Here’s an argument in favor of this: Regardless of whether you have upside-focused or downside-focused values, the ECL argument (that you should care about the others’ values) is highly similar. So it seems like there’s no large dependence on what values you have. Accordingly, it seems like your decision should be equally much evidence for how other people act, regardless of what values they have.
Here’s a counter-argument: When you’re making any particular decision, perhaps you are getting disproportionately much evidence about how actors that are especially similar to you tend to feel about ECL-based cooperation-arguments in especially similar situations. (After all: Most of your evidence about how likely people are to act on ECL-arguments in general will come from observations about what decisions other people make.) And perhaps an important component of “especially similar” is that those actors would share your values.
(For some more of my speculation, including some counter-arguments to that last paragraph, see the post Are our choices analogous to AI choices?, which discusses a similar question but with regards to correlating with AI instead of with humans. A relatively less likely proposition. Nevertheless — similar considerations come up. See also section 3.1 in Oesterheld (2017) on orthogonality of rationality and values.)
Overall, I feel quite uncertain here. This uncertainty corresponds to a sense that my actions are somewhat less evidence for the decisions of people who don’t share my values, but not a huge amount less. Summing over my uncertainty, I feel like my decisions are ≥10% as much evidence for the decisions of people who don’t share my value (as they are evidence for the decisions of people who share my values) — which would imply that I should care ≥10% as much about their values as I care about my own.
ECL also recommends caring more about alien civilizations. Here are three different implications of this.
A minor consequence of this is: You might want to prioritize non-AI extinction risk slightly less highly than before. Because if Earth doesn’t colonize the universe, some of that space will (in expectation) get colonized by alien civilizations instead, to their benefit.
If we were to trade like-for-like, the story would be: If we prioritize non-AI extinction risk slightly less highly (and put higher priority on making sure that space colonization is good if it does happen), then that’s evidence that distant aliens also prioritize non-AI extinction risk slightly less highly. If this leads to their extinction, and their neighbors share our values, then civilizations with our values will recover some of that empty space.
I think this effect seems minor (unlikely to make non-AI extinction less than half as useful as you previously thought).
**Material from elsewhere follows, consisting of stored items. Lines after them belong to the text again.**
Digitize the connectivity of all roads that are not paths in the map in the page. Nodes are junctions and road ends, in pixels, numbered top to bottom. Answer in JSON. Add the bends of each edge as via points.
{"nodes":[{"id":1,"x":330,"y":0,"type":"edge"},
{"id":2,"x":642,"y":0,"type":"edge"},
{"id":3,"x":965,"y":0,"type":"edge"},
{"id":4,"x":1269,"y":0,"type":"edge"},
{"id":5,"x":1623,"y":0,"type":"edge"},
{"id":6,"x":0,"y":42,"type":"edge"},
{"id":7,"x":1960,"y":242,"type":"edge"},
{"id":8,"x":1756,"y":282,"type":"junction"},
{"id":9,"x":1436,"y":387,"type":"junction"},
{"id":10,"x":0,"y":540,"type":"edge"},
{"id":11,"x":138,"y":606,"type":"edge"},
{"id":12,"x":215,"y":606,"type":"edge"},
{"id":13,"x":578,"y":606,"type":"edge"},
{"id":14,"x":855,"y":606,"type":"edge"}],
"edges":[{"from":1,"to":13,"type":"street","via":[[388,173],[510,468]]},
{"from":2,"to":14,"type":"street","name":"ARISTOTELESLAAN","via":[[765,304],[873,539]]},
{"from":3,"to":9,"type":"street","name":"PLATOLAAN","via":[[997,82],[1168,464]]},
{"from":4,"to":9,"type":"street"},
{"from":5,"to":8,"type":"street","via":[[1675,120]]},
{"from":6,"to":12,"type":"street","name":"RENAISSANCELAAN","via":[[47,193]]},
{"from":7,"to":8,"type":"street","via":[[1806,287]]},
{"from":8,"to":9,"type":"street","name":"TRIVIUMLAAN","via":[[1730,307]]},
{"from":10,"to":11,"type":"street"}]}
This is mainly because ECL doesn’t recommend us to care as much about alien values as we care about human values. I would be surprised if ECL recommended that we prioritize random alien values more than half as much as our own, which suggests that even if aliens were guaranteed to colonize space in our place, at least ½ of value would be lost from our failure to do so.
An additional consideration is that aliens are (probably) not common enough to take over all space that we would have missed. I think the relevant comparison is between “space we could get to before aliens” (i.e. the total amount of space that humanity would get access to if space is defense-dominant) vs. “space that only we could get to” (i.e. the space that humanity would get access to without excluding any aliens from it, such that we would want to get there even if we cared just as much about alien’s values as our own values).
Also, as I discuss below, ECL might similarly motivate us to prioritize AI takeover less highly. Since this is the most salient alternative priority to “non-AI extinction risk” on a longtermist view, they partly cancel out.
A different way in which we could benefit aliens is to increase the probability that Earth-originating intelligence benefits them (if Earth-originating intelligence doesn’t go extinct). This could apply to either aliens that we physically meet in space, or to distant aliens that we can’t causally interact with.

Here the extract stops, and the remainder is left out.